Perhaps you’ve grown up in an entirely different environment, however, and you’ve never had the opportunity to learn hair braiding
skills by osmosis. It’s never too late to learn! If you’re interested in learning hair braiding, either African braiding or European
plaiting, these are the essentials you should expect from a good teacher or course:
Your hair braiding course should cover both natural hair care and the basics of chemically processed hair – such as
texturized and relaxed hair. This should also include instructions about how to treat and condition hair prior to braiding.
You will need clear instruction on the supplies you should have on hand for hair braiding – the tools of the trade, so
to speak – along with explanations about how to use your supplies in braiding.
Your hair braiding instructor should elaborate not only on the plaiting process itself but on how to part the hair to
begin with and, further ahead in the course, how to part hair to create braid patterns (such as geometric cornrow patterns).
Hair braiding techniques will be the backbone of the instruction you receive. Make sure you will be taught how to make
smooth, longer-lasting braids; how to weave with invisible stitches; how to include extensions; how to position your fingers
skillfully for easier hair braiding; and the final, professional touches you should give your braided masterpiece. You will
also be thankful for pointers concerning what not to do in hair braiding – that is, how to prevent your customers’

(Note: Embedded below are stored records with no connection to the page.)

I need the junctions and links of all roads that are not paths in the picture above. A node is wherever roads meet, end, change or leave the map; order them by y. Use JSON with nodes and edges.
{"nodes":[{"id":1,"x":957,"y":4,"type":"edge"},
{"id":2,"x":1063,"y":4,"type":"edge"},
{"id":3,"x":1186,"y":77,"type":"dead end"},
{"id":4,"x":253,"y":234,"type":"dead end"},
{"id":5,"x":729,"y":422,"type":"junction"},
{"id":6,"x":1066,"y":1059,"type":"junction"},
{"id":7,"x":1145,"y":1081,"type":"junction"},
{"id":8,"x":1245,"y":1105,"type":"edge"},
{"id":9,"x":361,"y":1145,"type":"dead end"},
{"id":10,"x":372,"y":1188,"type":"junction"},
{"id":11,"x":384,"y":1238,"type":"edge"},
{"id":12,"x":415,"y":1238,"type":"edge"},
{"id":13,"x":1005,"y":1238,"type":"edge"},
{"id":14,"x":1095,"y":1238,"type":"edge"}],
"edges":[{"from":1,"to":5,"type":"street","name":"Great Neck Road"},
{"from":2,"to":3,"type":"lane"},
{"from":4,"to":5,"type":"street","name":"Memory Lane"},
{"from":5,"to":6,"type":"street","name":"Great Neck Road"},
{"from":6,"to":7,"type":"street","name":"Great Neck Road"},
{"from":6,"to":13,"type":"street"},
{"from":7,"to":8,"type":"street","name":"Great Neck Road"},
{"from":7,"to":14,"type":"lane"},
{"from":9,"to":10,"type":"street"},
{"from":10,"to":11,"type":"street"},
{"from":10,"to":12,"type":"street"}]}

hair loss! Don’t be afraid to ask about horror stories not to be repeated.
A professional hair braiding course should also include a session on what advice to give your customers about
shampooing and braid care.
Ensure that you will learn a variety of hair braiding styles: cornrows, Celtic knots, rope twists, French plaits, fishtails… If you have an interest in period braiding styles,
mention this as well. Not every braiding stylist is qualified to teach Medieval plaiting styles, for instance.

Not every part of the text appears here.